ASSIGNMENT – Copy each line below exactly as it appears. Pictures are to be omitted.

SUPPLIED ENTRIES –
╔══

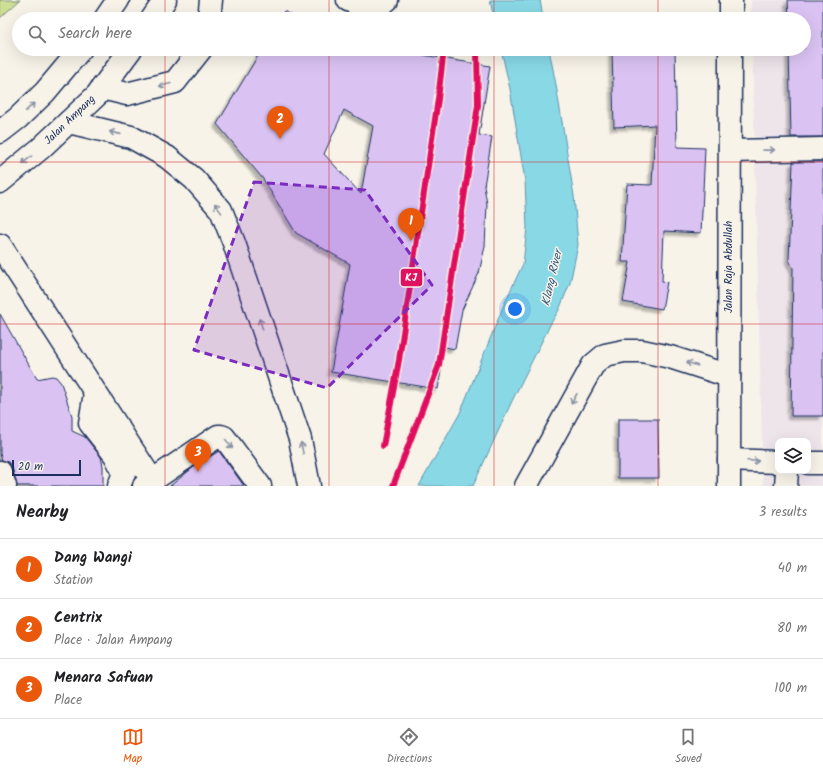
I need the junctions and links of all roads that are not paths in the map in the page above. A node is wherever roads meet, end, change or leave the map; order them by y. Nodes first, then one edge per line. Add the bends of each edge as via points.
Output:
1 (118, 0) edge
2 (165, 0) edge
3 (212, 0) edge
4 (348, 0) edge
5 (387, 0) edge
6 (731, 0) edge
7 (110, 12) edge
8 (157, 12) edge
9 (210, 12) edge
10 (730, 12) edge
11 (75, 56) edge
12 (126, 56) edge
13 (195, 56) edge
14 (730, 56) edge
15 (102, 88) junction
16 (69, 122) junction
17 (0, 132) edge
18 (823, 149) edge
19 (730, 151) junction
20 (0, 182) edge
21 (0, 245) edge
22 (729, 376) junction
23 (95, 393) junction
24 (729, 460) junction
25 (775, 462) edge
26 (811, 463) edge
27 (823, 463) edge
28 (0, 472) edge
29 (787, 474) edge
30 (148, 483) edge
31 (5, 486) edge
32 (119, 486) edge
33 (260, 486) edge
34 (309, 486) edge
35 (526, 486) edge
36 (729, 486) edge
37 (786, 486) edge

1 - 7 main road
2 - 8 main road
3 - 9 main road
4 - 5 main road via 371,9 381,6
6 - 10 main road
17 -> 11 main road via 45,92
12 - 15 main road, Jalan Ampang
13 -> 15 main road via 175,82 126,94
14 - 19 main road, Jalan Raja Abdullah
15 - 16 main road, Jalan Ampang
16 -> 20 main road, Jalan Ampang
34 -> 16 main road via 300,439 221,210 194,179 167,156 131,137
19 -> 18 main road
19 - 22 main road, Jalan Raja Abdullah
21 - 23 main road
22 - 24 main road, Jalan Raja Abdullah
22 -> 35 main road via 642,350 605,355 593,365
23 - 30 main road
23 - 32 main road via 89,429 114,455 124,473
24 -> 25 main road
24 - 36 main road, Jalan Raja Abdullah
26 - 27 main road
28 - 31 main road
29 - 37 main road
30 -> 33 main road via 221,436

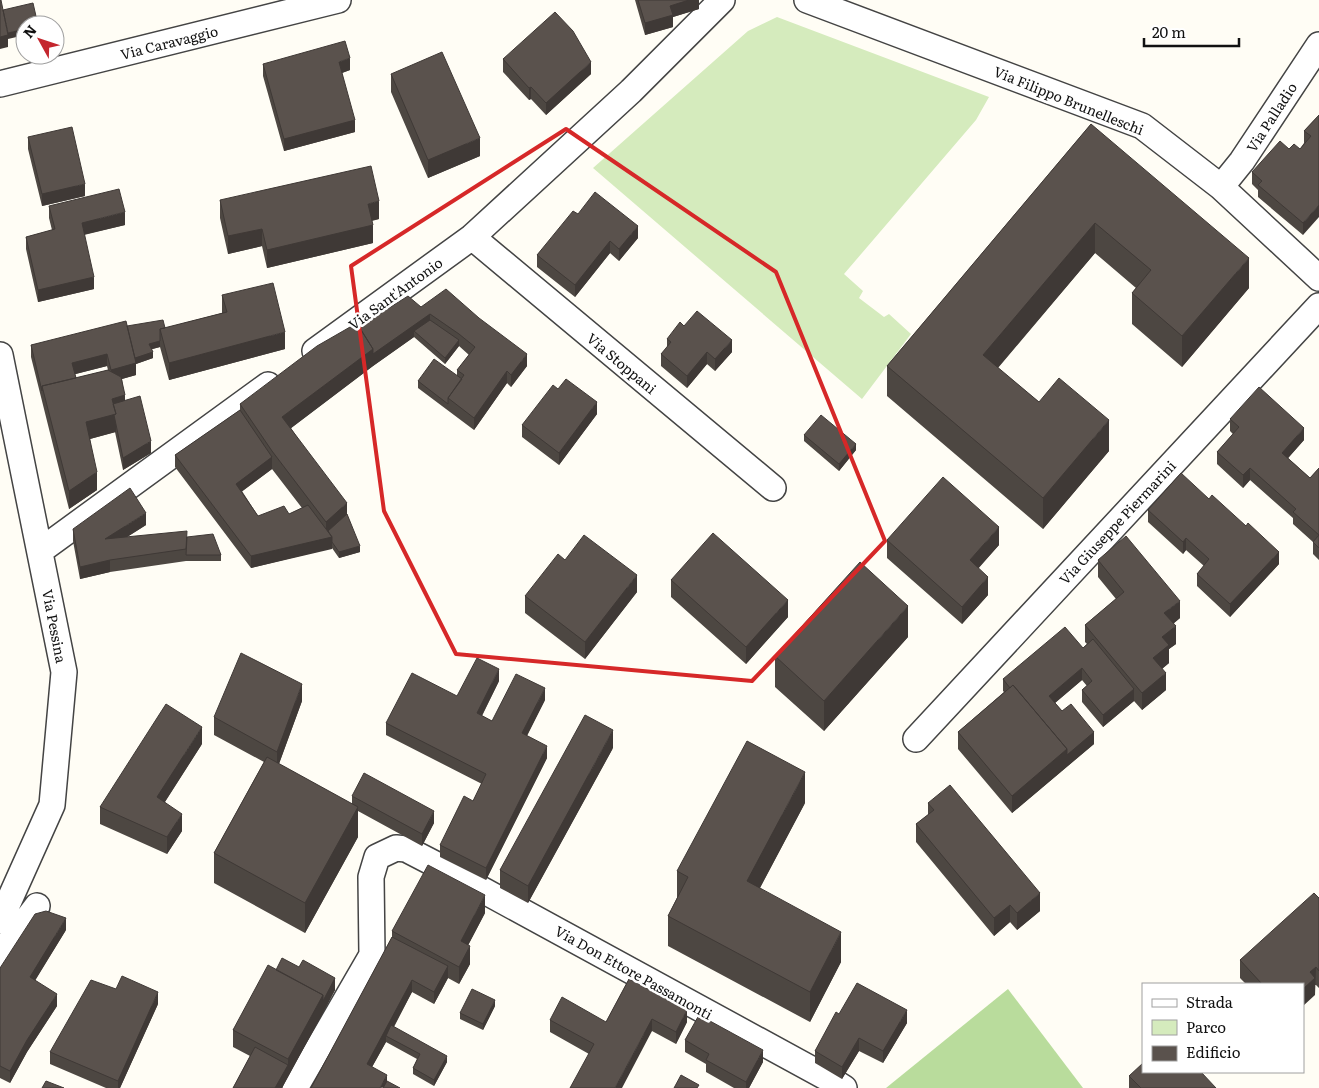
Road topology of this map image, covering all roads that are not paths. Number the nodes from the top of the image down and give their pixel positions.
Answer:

╚══

ANSWER BELOW –
I need the junctions and links of all roads that are not paths in the map in the page above. A node is wherever roads meet, end, change or leave the map; order them by y. Nodes first, then one edge per line. Add the bends of each edge as via points.
Output:
1 (118, 0) edge
2 (165, 0) edge
3 (212, 0) edge
4 (348, 0) edge
5 (387, 0) edge
6 (731, 0) edge
7 (110, 12) edge
8 (157, 12) edge
9 (210, 12) edge
10 (730, 12) edge
11 (75, 56) edge
12 (126, 56) edge
13 (195, 56) edge
14 (730, 56) edge
15 (102, 88) junction
16 (69, 122) junction
17 (0, 132) edge
18 (823, 149) edge
19 (730, 151) junction
20 (0, 182) edge
21 (0, 245) edge
22 (729, 376) junction
23 (95, 393) junction
24 (729, 460) junction
25 (775, 462) edge
26 (811, 463) edge
27 (823, 463) edge
28 (0, 472) edge
29 (787, 474) edge
30 (148, 483) edge
31 (5, 486) edge
32 (119, 486) edge
33 (260, 486) edge
34 (309, 486) edge
35 (526, 486) edge
36 (729, 486) edge
37 (786, 486) edge

1 - 7 main road
2 - 8 main road
3 - 9 main road
4 - 5 main road via 371,9 381,6
6 - 10 main road
17 -> 11 main road via 45,92
12 - 15 main road, Jalan Ampang
13 -> 15 main road via 175,82 126,94
14 - 19 main road, Jalan Raja Abdullah
15 - 16 main road, Jalan Ampang
16 -> 20 main road, Jalan Ampang
34 -> 16 main road via 300,439 221,210 194,179 167,156 131,137
19 -> 18 main road
19 - 22 main road, Jalan Raja Abdullah
21 - 23 main road
22 - 24 main road, Jalan Raja Abdullah
22 -> 35 main road via 642,350 605,355 593,365
23 - 30 main road
23 - 32 main road via 89,429 114,455 124,473
24 -> 25 main road
24 - 36 main road, Jalan Raja Abdullah
26 - 27 main road
28 - 31 main road
29 - 37 main road
30 -> 33 main road via 221,436

Road topology of this map image, covering all roads that are not paths. Number the nodes from the top of the image down and give their pixel positions.
Answer:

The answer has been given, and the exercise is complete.